## THE PROBLEM:
Retype only the lines below from the one with "pinky mcp: (355, 285)" to the one with "thumb mcp: (1194, 966)", inclusive, skipping every image.

## PROVIDED ENTRIES:
────

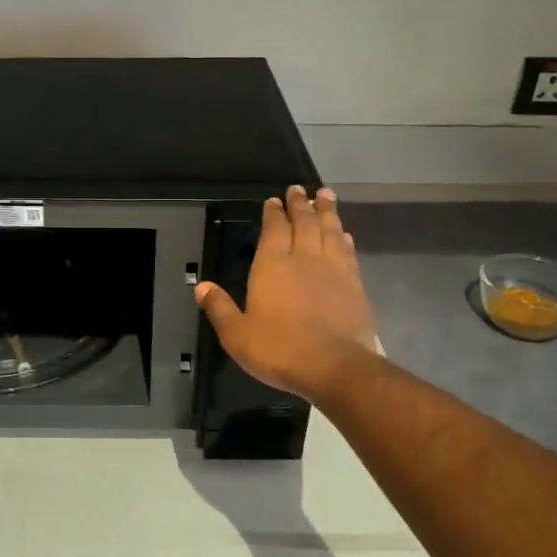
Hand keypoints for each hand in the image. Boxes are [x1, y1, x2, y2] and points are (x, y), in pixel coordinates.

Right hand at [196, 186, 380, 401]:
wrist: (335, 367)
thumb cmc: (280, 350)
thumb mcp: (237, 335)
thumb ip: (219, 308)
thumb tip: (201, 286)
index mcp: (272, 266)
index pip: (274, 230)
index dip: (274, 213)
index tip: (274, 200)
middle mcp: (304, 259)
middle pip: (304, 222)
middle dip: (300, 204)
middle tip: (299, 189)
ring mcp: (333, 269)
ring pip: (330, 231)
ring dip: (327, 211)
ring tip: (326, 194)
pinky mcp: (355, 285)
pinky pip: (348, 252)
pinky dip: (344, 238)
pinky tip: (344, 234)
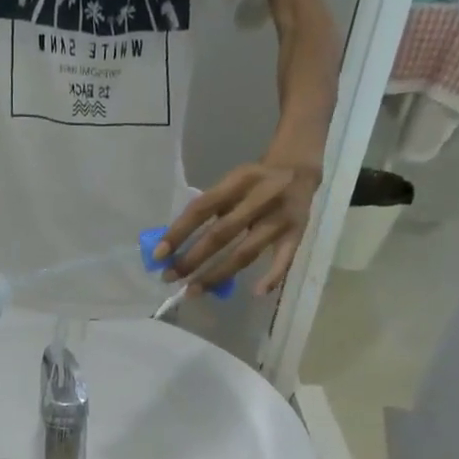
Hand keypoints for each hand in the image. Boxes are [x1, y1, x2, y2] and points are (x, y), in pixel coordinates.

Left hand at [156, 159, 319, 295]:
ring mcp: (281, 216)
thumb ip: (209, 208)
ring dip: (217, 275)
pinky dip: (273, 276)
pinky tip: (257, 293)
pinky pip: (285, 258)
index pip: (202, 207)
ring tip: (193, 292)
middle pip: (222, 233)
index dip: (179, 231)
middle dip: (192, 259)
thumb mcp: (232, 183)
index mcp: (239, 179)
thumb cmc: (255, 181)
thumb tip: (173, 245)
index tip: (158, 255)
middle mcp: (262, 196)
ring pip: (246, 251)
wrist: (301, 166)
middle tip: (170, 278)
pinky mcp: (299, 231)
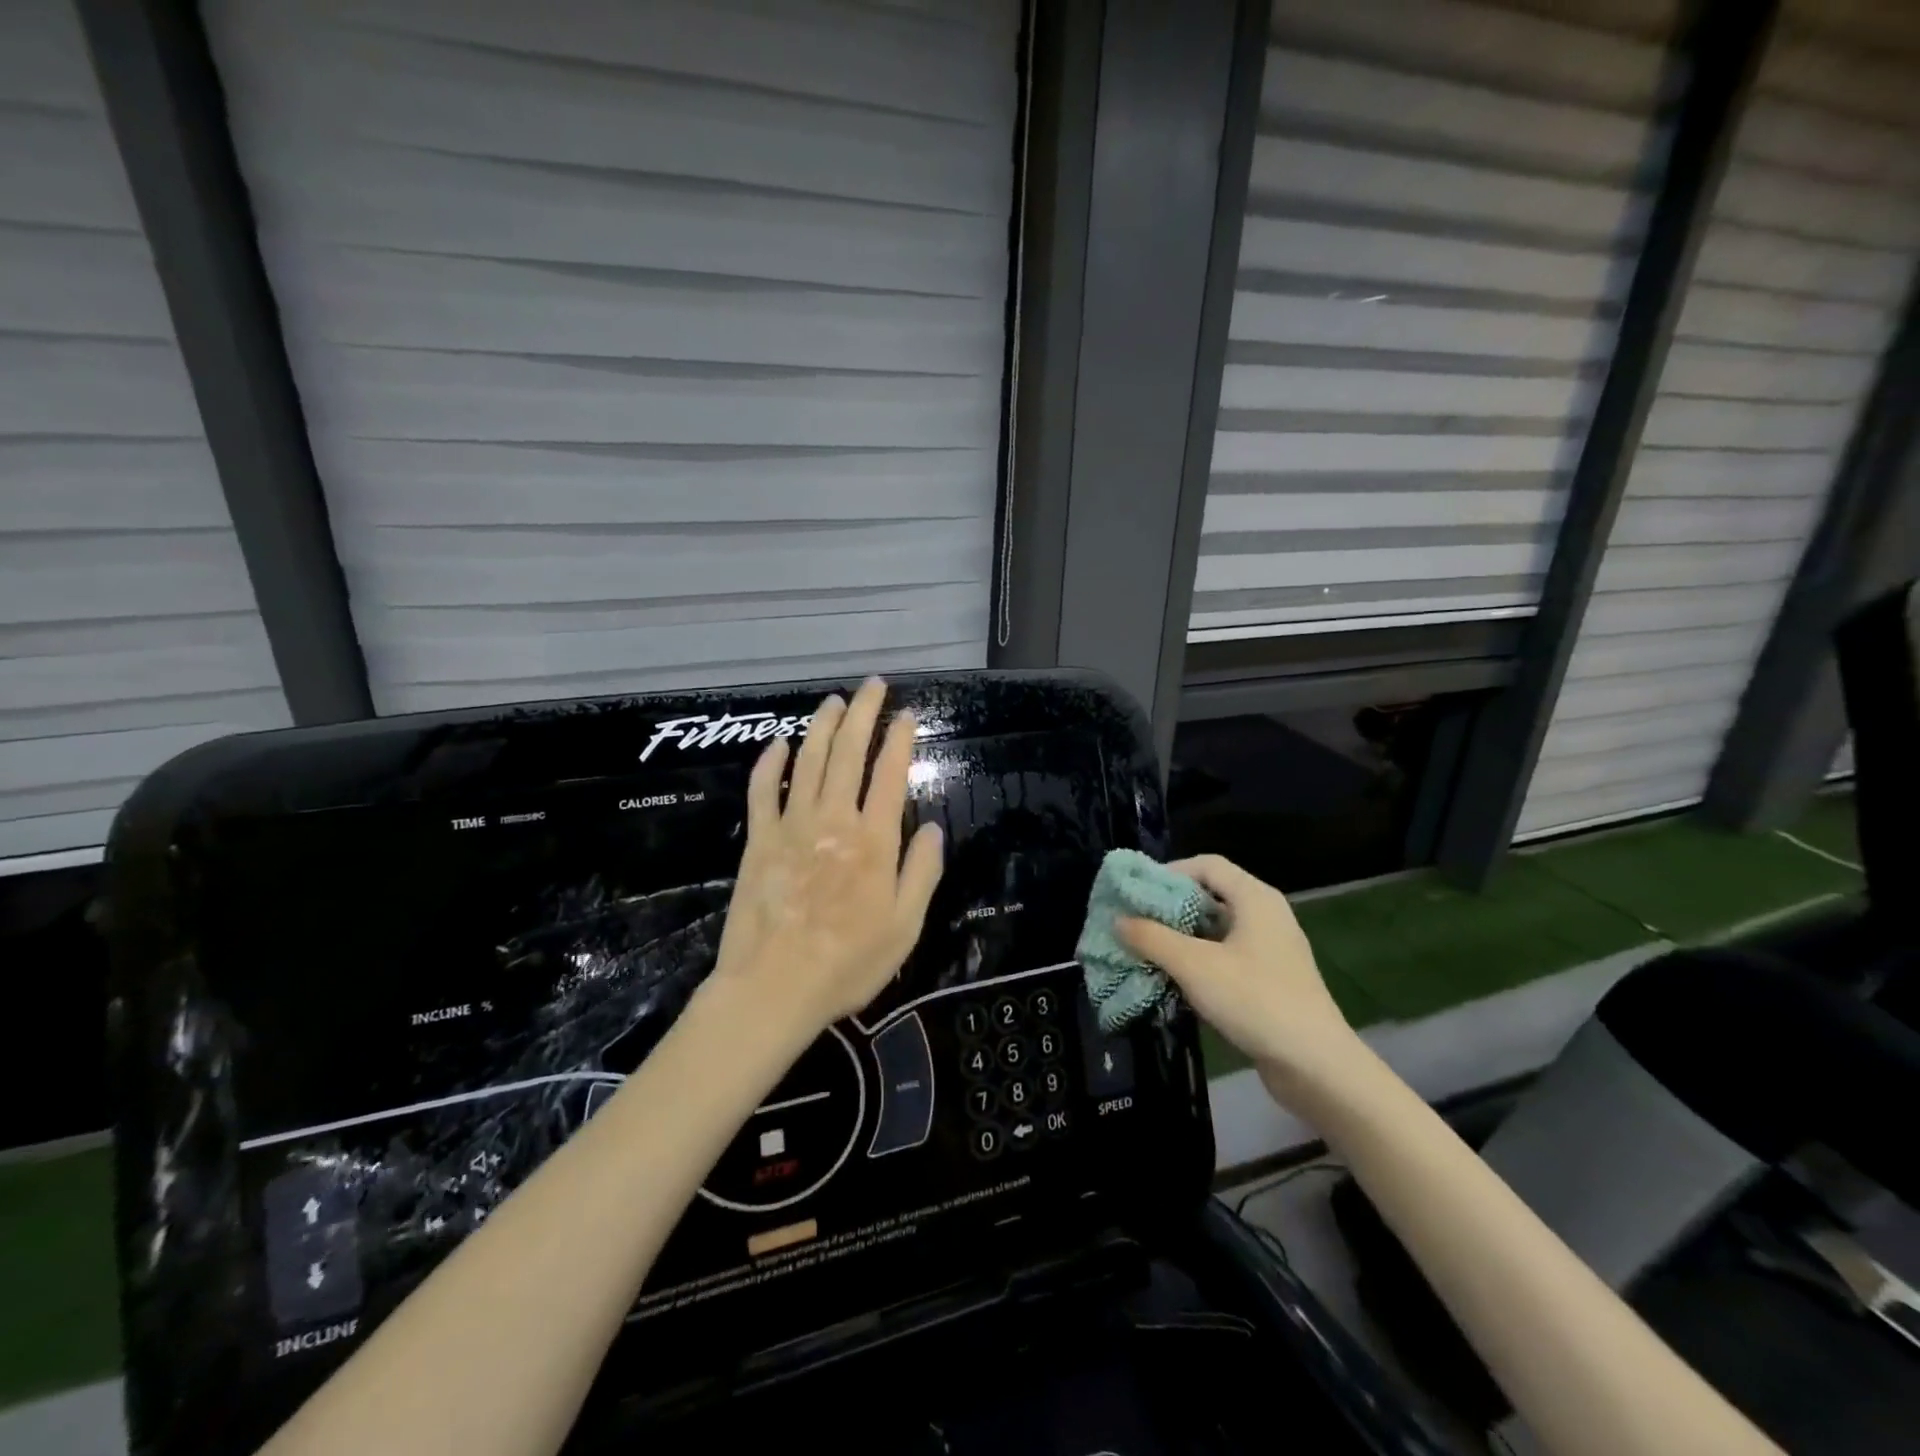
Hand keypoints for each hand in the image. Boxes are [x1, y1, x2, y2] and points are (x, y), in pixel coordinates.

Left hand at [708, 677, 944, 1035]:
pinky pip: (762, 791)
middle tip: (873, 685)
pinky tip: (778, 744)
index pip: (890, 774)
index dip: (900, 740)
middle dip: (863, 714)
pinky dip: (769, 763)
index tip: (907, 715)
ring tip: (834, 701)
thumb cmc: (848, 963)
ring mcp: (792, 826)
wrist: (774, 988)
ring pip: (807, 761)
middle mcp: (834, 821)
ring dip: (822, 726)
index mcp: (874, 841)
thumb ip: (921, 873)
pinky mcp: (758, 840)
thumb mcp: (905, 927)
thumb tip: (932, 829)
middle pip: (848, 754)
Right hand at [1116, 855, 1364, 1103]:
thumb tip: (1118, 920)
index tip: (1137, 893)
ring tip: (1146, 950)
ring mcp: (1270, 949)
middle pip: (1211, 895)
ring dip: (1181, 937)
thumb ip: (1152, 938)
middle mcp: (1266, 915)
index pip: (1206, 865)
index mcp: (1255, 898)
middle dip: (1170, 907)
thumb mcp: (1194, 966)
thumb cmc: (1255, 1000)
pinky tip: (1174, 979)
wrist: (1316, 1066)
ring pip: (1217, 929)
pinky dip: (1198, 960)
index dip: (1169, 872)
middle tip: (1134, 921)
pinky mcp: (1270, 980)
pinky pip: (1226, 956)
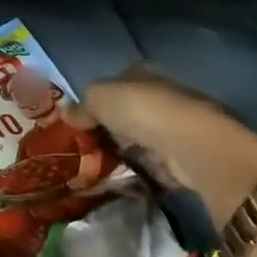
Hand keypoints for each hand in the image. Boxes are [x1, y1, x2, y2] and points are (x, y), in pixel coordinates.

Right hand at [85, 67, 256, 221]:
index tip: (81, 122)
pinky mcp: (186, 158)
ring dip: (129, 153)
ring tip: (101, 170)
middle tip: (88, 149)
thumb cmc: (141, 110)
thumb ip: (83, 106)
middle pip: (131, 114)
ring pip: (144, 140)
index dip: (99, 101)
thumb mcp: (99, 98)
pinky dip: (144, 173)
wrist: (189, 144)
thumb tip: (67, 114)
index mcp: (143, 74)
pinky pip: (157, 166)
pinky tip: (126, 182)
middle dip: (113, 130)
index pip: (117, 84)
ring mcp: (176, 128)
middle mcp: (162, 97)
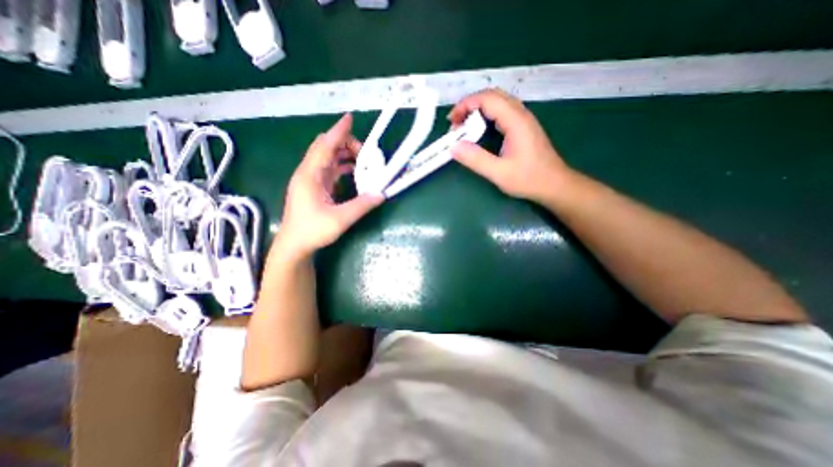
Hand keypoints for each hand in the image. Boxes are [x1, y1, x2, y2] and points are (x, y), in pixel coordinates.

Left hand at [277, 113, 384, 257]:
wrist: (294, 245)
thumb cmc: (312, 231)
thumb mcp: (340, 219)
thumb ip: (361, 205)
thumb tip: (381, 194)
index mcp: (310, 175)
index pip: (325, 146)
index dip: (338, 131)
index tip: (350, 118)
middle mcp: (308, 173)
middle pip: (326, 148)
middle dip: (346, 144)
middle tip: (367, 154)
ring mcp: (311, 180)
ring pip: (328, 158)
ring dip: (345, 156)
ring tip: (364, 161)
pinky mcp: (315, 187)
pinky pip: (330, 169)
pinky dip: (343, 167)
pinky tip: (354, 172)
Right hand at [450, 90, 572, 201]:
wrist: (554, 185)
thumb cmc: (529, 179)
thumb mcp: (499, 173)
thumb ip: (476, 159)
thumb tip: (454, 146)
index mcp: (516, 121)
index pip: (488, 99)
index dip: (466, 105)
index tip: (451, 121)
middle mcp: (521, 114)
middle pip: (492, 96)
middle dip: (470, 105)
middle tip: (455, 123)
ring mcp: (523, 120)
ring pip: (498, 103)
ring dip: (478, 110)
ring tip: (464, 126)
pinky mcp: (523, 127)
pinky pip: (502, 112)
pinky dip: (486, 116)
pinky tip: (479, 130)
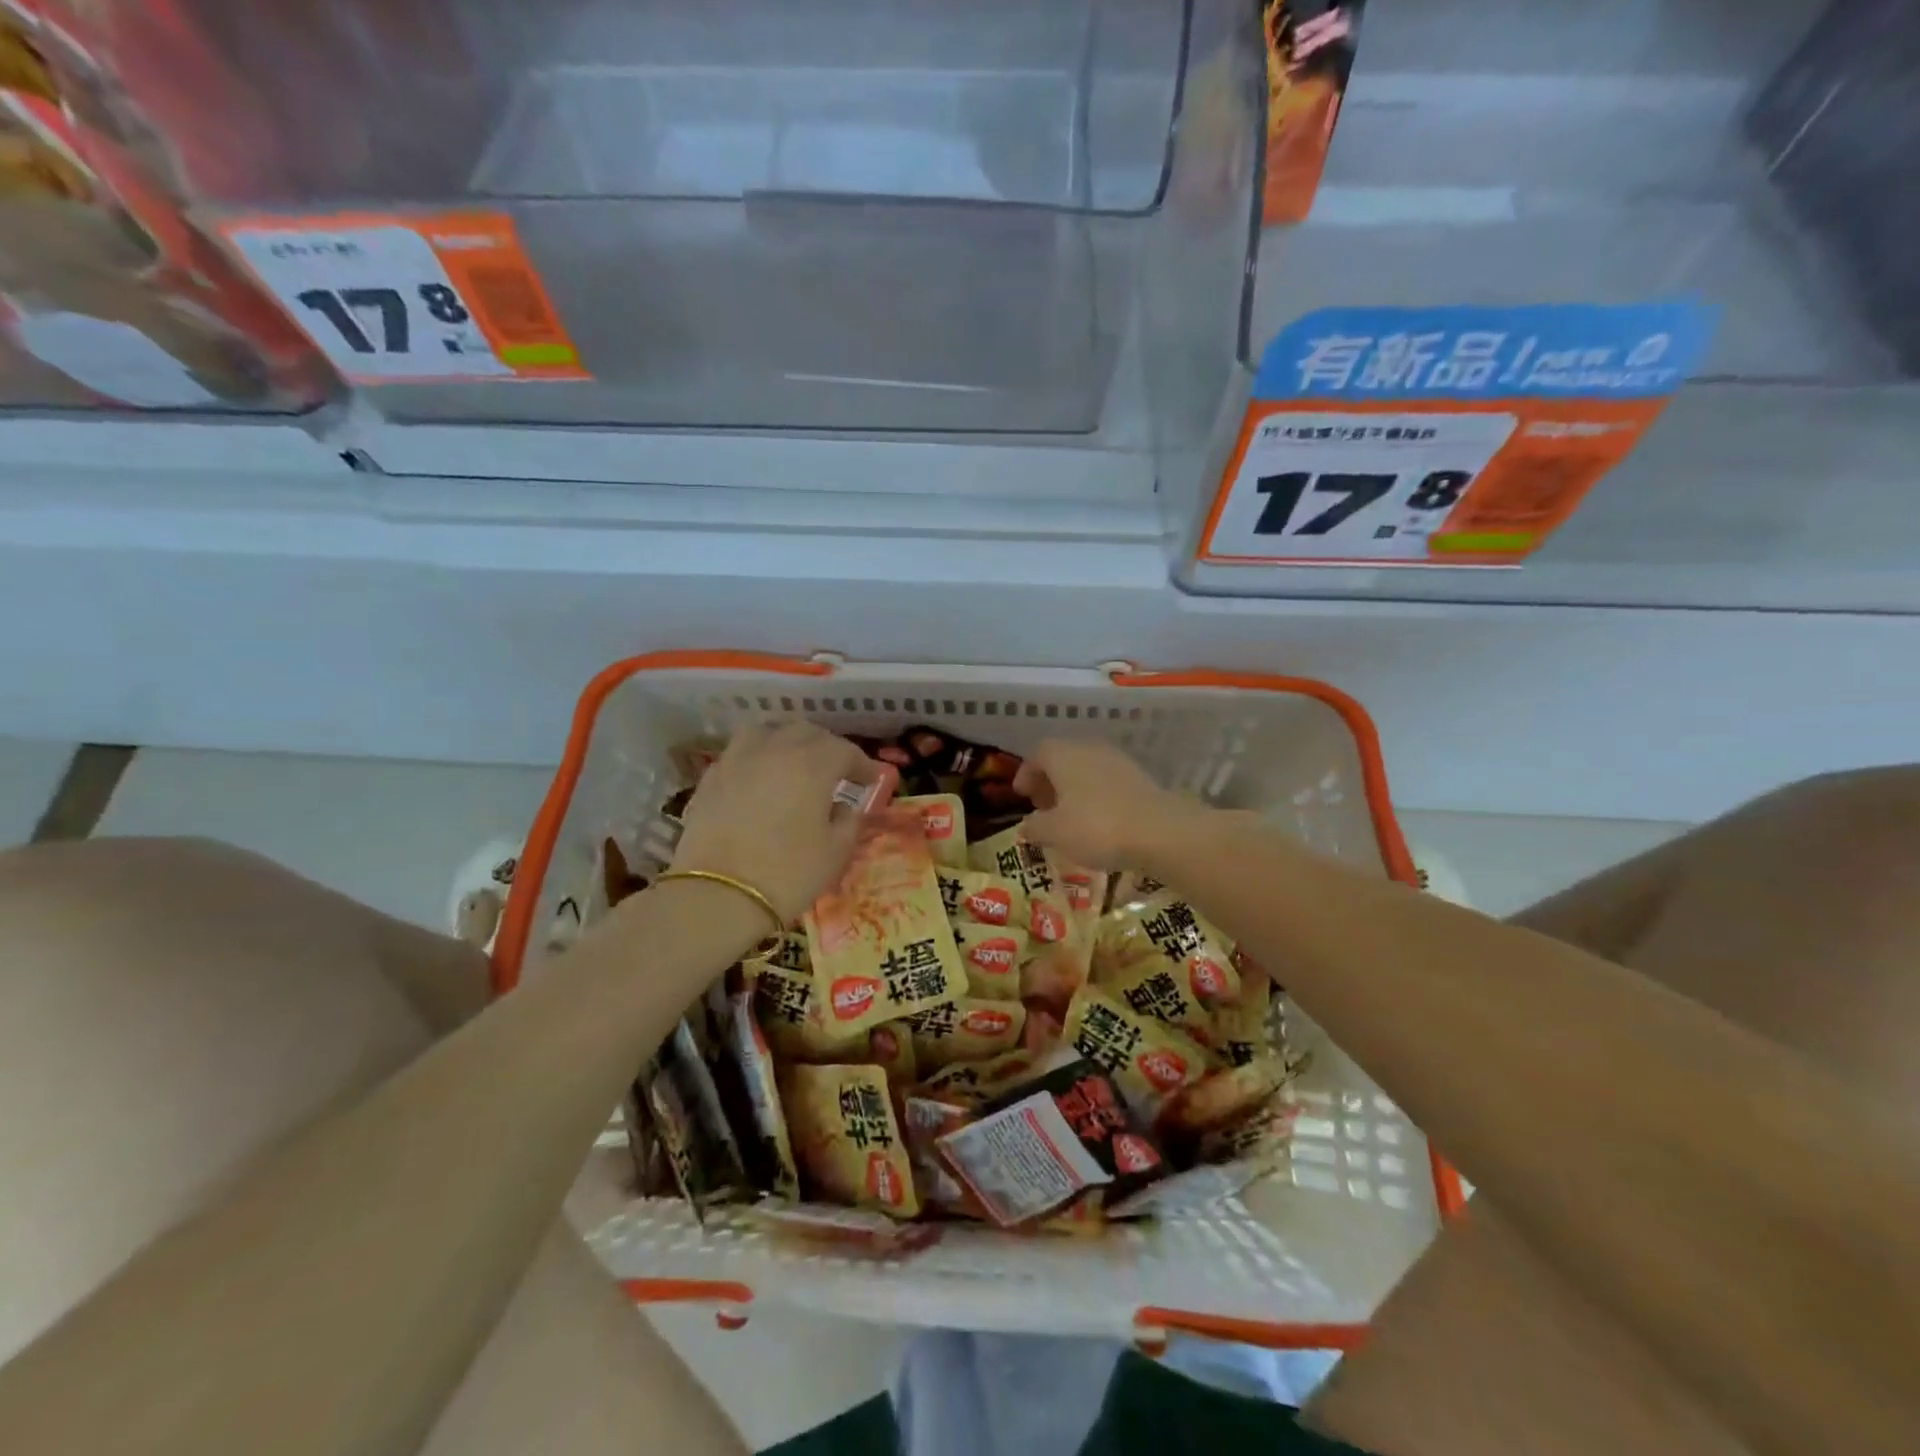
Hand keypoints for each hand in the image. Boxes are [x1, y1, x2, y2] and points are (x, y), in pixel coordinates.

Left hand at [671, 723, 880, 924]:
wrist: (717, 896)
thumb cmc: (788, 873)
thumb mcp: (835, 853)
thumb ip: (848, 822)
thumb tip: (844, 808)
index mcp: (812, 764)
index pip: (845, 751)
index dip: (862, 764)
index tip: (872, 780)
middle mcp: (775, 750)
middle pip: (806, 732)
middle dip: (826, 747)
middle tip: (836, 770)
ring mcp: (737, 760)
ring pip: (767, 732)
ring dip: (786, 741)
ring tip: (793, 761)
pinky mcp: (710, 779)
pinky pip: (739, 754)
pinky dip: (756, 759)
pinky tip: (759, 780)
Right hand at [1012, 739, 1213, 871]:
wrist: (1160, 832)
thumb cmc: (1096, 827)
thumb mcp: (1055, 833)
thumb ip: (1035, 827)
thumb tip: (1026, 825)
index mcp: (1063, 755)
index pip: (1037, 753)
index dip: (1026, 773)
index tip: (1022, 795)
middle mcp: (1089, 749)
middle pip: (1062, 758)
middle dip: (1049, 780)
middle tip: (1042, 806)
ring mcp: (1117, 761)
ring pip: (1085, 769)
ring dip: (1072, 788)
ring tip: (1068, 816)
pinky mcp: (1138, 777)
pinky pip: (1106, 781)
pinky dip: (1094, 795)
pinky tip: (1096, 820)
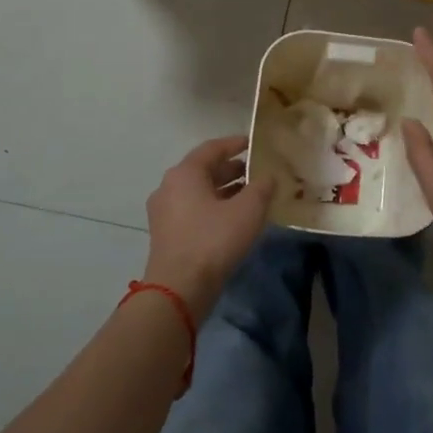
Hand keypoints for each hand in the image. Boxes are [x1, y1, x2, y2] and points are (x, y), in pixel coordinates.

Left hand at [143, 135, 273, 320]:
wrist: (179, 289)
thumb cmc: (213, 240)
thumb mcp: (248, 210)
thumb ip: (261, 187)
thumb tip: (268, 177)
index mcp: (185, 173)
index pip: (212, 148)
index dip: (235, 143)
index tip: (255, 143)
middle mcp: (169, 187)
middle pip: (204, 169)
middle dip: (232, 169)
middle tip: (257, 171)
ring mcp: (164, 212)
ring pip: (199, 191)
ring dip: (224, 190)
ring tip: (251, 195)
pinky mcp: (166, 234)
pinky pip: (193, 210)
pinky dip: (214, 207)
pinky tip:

────

## EXERCISE RESULT:
pinky mcp: (355, 285)
pinky pip: (348, 252)
pinky dip: (344, 238)
pinky tip: (344, 234)
Hand keypoints for each hand in the image. Boxes are [x1, y1, x2, y2] and points are (x, y), in pixel coordinates.

Left hand at [156, 159, 319, 295]:
ring mcp: (281, 216)
thumb ip: (209, 208)
ring dip: (217, 275)
pinky dip: (273, 276)
pinky tip: (257, 293)
pinky pip: (285, 258)
index pip: (202, 207)
ring tip: (193, 292)
middle pip: (222, 233)
index dip: (179, 231)
middle dip: (192, 259)
thumb mcp: (232, 183)
index mcp: (239, 179)
thumb cmc: (255, 181)
thumb tip: (173, 245)
index tip: (158, 255)
middle mcp: (262, 196)
ring pip: (246, 251)
wrist: (301, 166)
middle tip: (170, 278)
pinky mcp: (299, 231)
Hand keypoints for each hand in the image. Boxes are [x1, y1, x2, y2] and points are (x, y), in pixel coordinates.

Left hand at [708, 677, 944, 1035]:
pinky pip: (762, 791)
middle tip: (873, 685)
pinky tip: (778, 744)
index pip: (890, 774)
index dip: (900, 740)
middle dip: (863, 714)
pinky dip: (769, 763)
index tip: (907, 715)
ring tip: (834, 701)
thumb cmc: (848, 963)
ring mcp: (792, 826)
wrist: (774, 988)
ring pip: (807, 761)
middle mcp: (834, 821)
ring dip: (822, 726)
index mcp: (874, 841)
thumb ip: (921, 873)
pinky mcp: (758, 840)
thumb mcp: (905, 927)
thumb tip: (932, 829)
middle pip: (848, 754)
Right hand at [1116, 855, 1364, 1103]:
thumb tip: (1118, 920)
index tip: (1137, 893)
ring tip: (1146, 950)
ring mcp: (1270, 949)
middle pip: (1211, 895)
ring dip: (1181, 937)
thumb ip: (1152, 938)
middle mcp: (1266, 915)
index pip: (1206, 865)
index mcp: (1255, 898)
middle dip: (1170, 907)
thumb mcp: (1194, 966)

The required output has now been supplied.